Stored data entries
* * *

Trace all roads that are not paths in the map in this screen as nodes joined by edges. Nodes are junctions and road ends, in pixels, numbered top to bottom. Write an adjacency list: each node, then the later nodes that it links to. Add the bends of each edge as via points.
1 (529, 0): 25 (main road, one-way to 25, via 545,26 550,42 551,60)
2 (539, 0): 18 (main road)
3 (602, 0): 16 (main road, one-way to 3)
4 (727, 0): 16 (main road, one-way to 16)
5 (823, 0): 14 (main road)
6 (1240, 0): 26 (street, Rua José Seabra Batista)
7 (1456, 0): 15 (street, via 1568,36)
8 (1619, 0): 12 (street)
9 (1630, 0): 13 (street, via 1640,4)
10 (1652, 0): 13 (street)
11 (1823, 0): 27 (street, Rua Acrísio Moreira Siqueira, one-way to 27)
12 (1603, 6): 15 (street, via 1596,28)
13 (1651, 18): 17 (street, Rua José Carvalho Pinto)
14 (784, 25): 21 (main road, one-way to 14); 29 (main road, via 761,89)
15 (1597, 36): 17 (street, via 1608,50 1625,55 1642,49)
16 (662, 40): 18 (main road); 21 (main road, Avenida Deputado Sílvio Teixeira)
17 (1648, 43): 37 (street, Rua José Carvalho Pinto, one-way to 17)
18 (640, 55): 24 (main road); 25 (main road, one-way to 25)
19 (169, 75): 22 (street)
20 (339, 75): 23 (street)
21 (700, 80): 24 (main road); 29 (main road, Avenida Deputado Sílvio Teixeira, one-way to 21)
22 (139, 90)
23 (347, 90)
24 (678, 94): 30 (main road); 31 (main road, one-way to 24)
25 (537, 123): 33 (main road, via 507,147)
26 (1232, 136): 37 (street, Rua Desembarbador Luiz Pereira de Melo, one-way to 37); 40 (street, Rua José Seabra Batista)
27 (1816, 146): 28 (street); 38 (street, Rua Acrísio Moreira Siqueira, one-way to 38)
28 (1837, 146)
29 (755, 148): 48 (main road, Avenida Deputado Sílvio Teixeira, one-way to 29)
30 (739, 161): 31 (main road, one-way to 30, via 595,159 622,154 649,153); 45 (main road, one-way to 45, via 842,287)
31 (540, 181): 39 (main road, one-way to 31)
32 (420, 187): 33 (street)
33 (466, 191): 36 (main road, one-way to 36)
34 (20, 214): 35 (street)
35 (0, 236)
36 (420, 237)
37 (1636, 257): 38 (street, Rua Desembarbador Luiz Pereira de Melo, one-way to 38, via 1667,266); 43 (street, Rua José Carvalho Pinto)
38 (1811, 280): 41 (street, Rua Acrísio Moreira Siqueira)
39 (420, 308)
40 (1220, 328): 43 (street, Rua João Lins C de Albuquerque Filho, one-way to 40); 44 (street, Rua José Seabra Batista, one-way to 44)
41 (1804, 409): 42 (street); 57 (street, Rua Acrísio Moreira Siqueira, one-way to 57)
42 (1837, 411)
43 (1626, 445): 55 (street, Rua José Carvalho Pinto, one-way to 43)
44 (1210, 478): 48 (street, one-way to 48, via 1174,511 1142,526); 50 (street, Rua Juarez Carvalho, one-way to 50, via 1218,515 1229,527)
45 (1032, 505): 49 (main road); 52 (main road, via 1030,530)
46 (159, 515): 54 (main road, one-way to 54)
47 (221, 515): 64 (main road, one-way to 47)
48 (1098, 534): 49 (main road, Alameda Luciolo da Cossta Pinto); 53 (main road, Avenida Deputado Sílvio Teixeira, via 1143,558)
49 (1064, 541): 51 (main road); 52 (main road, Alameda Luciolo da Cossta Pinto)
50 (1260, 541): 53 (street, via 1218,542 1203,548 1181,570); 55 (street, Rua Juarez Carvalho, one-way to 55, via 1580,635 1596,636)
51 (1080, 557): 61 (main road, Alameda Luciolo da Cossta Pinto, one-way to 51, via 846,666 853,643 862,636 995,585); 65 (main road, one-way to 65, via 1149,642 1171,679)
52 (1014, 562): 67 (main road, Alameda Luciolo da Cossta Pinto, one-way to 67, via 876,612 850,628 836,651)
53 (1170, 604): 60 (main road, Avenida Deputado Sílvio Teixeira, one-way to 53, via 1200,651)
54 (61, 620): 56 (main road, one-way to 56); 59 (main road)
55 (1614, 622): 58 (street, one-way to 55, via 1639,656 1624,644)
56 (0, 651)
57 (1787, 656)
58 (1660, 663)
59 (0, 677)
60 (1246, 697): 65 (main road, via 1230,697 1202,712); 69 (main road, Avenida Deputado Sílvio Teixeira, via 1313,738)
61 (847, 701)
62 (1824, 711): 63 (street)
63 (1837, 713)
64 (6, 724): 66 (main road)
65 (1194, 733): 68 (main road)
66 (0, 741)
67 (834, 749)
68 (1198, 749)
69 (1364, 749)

* * *

Please copy each line of the records above in which the word "Cossta" can be found.

Response area:
48 (1098, 534): 49 (main road, Alameda Luciolo da Cossta Pinto); 53 (main road, Avenida Deputado Sílvio Teixeira, via 1143,558)
49 (1064, 541): 51 (main road); 52 (main road, Alameda Luciolo da Cossta Pinto)
51 (1080, 557): 61 (main road, Alameda Luciolo da Cossta Pinto, one-way to 51, via 846,666 853,643 862,636 995,585); 65 (main road, one-way to 65, via 1149,642 1171,679)
52 (1014, 562): 67 (main road, Alameda Luciolo da Cossta Pinto, one-way to 67, via 876,612 850,628 836,651)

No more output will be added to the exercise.